▸ DATA RECORDS:
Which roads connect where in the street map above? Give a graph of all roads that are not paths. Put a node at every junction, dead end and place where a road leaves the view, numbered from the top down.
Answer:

==

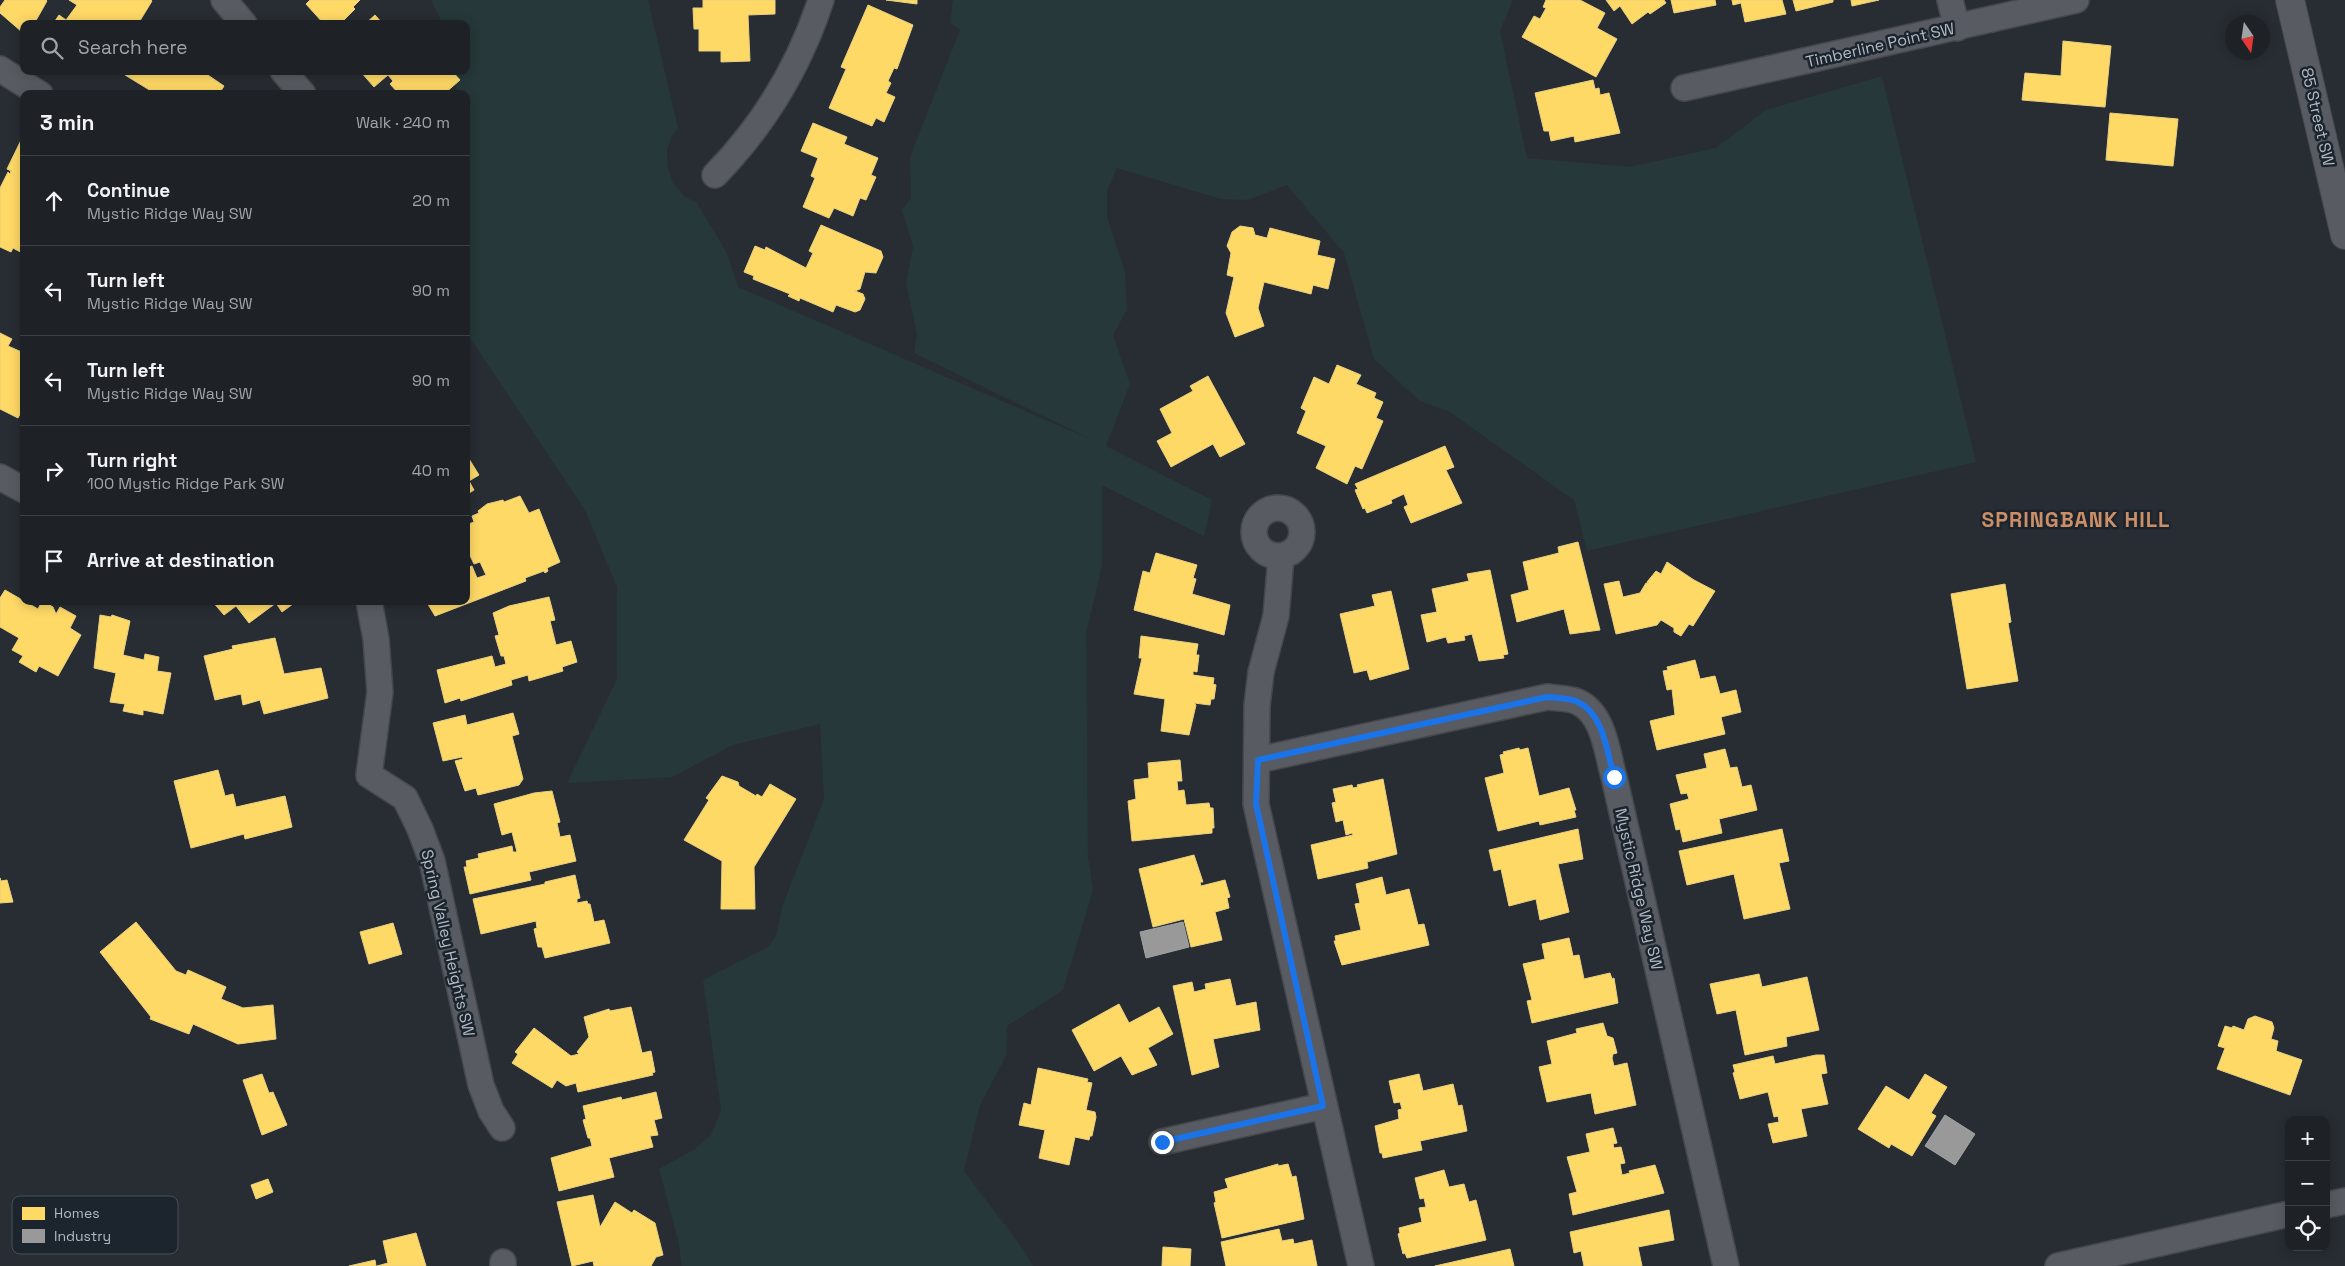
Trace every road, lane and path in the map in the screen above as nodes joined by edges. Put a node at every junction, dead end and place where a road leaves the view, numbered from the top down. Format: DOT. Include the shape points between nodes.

==

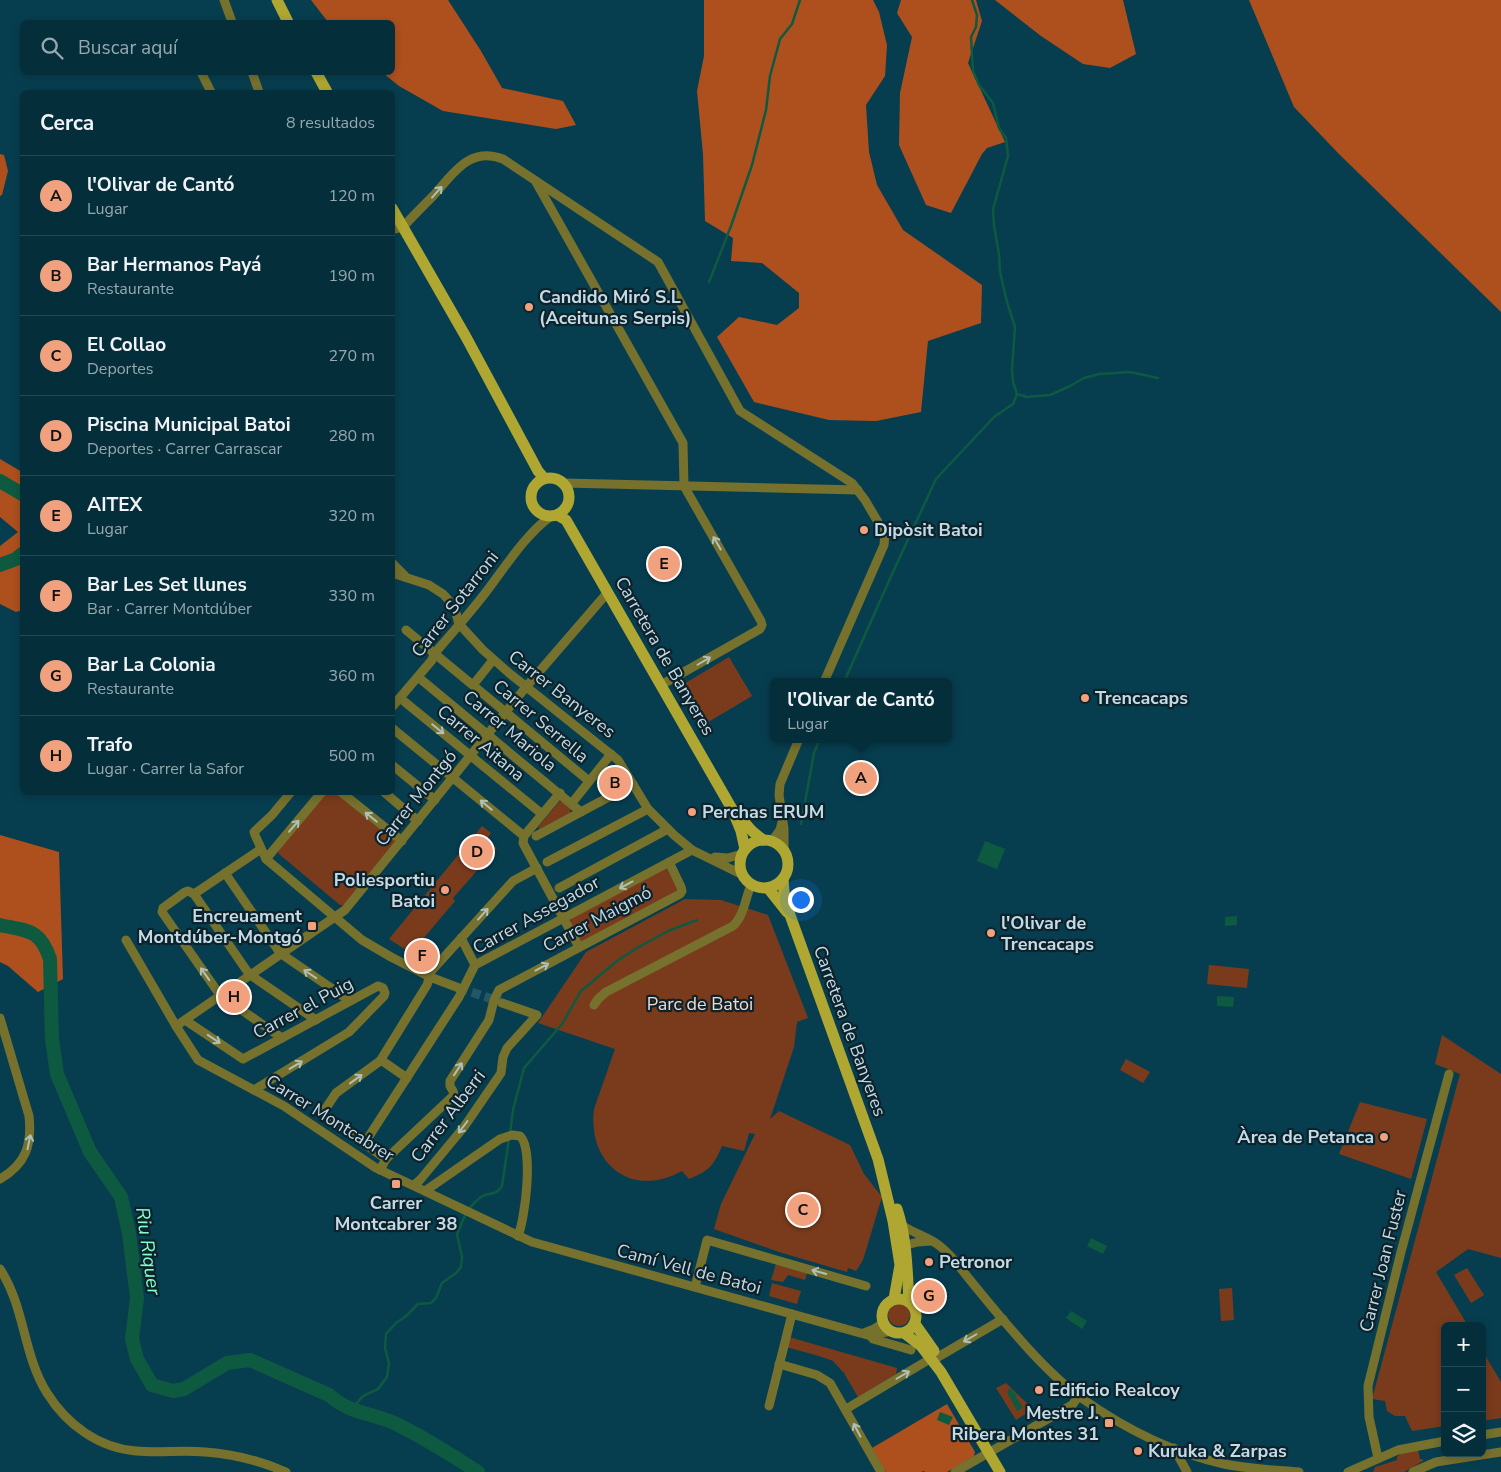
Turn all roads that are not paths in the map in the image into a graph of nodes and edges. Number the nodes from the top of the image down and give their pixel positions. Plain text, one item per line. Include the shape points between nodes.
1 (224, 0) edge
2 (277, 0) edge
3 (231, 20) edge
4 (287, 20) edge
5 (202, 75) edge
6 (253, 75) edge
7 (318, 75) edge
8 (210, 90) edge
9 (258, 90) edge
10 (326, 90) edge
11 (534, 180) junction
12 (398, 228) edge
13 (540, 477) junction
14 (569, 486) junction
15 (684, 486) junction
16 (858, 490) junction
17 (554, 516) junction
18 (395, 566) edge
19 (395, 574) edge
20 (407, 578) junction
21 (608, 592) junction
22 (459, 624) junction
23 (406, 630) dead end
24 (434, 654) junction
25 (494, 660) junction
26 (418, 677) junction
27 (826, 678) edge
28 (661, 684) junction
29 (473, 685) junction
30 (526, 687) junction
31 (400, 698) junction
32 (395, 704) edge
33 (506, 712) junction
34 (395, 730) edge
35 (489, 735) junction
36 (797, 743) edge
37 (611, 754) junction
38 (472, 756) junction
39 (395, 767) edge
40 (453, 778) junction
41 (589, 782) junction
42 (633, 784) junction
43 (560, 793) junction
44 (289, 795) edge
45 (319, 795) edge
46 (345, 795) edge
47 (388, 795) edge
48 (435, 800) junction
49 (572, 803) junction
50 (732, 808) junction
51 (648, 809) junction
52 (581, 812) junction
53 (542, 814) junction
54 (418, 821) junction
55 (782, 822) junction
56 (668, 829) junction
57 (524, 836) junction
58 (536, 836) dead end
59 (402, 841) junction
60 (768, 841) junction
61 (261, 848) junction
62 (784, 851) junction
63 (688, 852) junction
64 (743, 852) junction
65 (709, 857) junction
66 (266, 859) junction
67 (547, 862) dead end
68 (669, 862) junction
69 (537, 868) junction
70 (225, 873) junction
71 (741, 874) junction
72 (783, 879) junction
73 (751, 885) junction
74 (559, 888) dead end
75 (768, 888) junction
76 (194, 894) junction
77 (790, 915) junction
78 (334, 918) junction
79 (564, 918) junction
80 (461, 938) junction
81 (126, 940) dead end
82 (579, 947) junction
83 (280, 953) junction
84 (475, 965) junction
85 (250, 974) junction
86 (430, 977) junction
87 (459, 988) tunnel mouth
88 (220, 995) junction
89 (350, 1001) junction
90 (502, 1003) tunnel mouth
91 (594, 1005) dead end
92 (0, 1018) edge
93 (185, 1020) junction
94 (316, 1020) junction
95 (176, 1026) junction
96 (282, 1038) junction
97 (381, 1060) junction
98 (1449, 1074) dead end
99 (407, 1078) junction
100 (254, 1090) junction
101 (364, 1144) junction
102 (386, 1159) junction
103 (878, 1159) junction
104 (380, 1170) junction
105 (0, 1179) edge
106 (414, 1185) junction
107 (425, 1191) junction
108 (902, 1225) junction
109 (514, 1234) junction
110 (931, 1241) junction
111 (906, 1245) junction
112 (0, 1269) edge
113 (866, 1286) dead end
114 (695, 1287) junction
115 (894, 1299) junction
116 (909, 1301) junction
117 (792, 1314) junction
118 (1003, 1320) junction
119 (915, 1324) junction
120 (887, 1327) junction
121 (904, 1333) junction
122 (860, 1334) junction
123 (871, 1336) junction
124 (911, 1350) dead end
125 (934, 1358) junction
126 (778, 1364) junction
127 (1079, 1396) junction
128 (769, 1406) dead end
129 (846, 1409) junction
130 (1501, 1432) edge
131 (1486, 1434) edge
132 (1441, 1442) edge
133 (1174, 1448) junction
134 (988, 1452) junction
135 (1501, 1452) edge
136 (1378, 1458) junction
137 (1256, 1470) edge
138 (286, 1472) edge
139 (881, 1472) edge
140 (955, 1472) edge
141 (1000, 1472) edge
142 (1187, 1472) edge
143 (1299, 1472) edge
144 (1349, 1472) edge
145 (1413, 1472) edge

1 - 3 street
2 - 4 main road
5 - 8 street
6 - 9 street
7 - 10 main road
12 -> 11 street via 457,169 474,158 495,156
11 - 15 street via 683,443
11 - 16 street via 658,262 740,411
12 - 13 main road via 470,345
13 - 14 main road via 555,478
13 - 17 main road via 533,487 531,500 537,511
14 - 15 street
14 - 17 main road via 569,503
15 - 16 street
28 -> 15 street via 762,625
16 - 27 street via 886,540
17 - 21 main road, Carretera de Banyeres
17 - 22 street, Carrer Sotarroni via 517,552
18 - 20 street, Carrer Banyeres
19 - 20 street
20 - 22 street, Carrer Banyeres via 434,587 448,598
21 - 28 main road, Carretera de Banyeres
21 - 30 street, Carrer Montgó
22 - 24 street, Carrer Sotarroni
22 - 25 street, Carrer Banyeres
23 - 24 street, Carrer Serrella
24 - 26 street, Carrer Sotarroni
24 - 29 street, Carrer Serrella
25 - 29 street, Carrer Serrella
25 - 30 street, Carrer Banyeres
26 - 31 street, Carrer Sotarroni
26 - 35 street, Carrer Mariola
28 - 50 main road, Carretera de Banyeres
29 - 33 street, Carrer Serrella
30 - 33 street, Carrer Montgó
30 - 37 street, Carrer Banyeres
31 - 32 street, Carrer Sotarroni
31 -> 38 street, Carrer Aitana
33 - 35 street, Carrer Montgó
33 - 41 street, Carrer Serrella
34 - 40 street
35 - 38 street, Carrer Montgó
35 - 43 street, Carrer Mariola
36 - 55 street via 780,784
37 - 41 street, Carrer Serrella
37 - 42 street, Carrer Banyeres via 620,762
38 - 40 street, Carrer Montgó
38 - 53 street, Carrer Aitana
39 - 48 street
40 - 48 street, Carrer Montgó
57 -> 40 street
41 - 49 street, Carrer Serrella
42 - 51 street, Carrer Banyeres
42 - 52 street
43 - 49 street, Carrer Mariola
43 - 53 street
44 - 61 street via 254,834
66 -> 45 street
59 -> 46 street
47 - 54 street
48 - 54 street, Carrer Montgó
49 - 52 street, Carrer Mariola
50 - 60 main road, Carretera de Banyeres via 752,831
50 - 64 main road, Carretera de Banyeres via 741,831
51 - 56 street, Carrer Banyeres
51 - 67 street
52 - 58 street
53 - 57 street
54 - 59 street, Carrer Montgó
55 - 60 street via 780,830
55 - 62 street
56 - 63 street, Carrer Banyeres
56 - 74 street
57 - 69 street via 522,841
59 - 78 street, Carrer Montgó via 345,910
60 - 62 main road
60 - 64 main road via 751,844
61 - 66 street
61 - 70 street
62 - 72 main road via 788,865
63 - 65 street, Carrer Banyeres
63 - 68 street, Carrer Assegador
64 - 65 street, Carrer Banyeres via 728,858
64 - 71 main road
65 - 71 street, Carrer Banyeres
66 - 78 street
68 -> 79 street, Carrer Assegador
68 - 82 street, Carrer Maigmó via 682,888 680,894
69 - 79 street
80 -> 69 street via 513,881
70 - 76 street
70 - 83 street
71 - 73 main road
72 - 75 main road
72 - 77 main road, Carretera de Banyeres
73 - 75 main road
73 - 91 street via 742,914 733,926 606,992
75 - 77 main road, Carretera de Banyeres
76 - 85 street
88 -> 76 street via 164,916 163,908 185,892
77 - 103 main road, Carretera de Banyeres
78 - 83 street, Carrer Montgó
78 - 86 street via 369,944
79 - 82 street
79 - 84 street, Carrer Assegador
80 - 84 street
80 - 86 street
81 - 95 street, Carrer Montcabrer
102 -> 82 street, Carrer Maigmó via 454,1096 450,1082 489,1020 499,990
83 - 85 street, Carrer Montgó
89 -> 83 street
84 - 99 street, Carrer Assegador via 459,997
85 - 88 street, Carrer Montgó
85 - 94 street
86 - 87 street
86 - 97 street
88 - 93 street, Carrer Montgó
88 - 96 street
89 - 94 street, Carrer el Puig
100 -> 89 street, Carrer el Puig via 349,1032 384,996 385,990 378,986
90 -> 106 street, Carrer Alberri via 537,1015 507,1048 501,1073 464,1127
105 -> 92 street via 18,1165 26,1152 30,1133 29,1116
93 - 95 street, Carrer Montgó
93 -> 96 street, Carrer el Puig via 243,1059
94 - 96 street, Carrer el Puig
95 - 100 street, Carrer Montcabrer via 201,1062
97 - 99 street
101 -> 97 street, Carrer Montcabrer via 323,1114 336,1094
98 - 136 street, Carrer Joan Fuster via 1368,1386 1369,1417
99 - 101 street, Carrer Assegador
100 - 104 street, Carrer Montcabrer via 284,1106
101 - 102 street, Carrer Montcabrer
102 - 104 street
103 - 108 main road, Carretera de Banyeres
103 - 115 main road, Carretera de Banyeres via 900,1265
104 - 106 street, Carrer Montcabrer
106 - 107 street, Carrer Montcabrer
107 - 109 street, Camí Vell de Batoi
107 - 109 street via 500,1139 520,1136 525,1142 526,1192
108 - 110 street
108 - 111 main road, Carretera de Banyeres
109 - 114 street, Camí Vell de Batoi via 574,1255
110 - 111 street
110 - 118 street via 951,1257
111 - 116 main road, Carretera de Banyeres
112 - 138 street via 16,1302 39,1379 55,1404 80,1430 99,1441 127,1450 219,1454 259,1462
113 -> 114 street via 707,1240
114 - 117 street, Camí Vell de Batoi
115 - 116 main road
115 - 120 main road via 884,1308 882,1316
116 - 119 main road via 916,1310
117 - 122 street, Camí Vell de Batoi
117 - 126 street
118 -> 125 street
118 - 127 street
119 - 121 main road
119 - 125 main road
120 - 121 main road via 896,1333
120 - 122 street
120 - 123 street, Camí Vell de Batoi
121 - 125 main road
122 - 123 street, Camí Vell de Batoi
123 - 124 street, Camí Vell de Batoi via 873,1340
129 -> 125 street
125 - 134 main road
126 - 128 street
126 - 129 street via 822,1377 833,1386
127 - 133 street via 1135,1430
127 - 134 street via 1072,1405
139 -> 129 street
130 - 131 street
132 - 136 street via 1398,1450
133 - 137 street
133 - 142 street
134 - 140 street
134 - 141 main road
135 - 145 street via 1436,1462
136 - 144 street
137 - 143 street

▸ EXERCISE GOAL: Each line that holds the word "view" should be extracted from the records.

▸ RESPONSE AREA:
Which roads connect where in the street map above? Give a graph of all roads that are not paths. Put a node at every junction, dead end and place where a road leaves the view, numbered from the top down.
Trace every road, lane and path in the map in the screen above as nodes joined by edges. Put a node at every junction, dead end and place where a road leaves the view, numbered from the top down. Format: DOT. Include the shape points between nodes.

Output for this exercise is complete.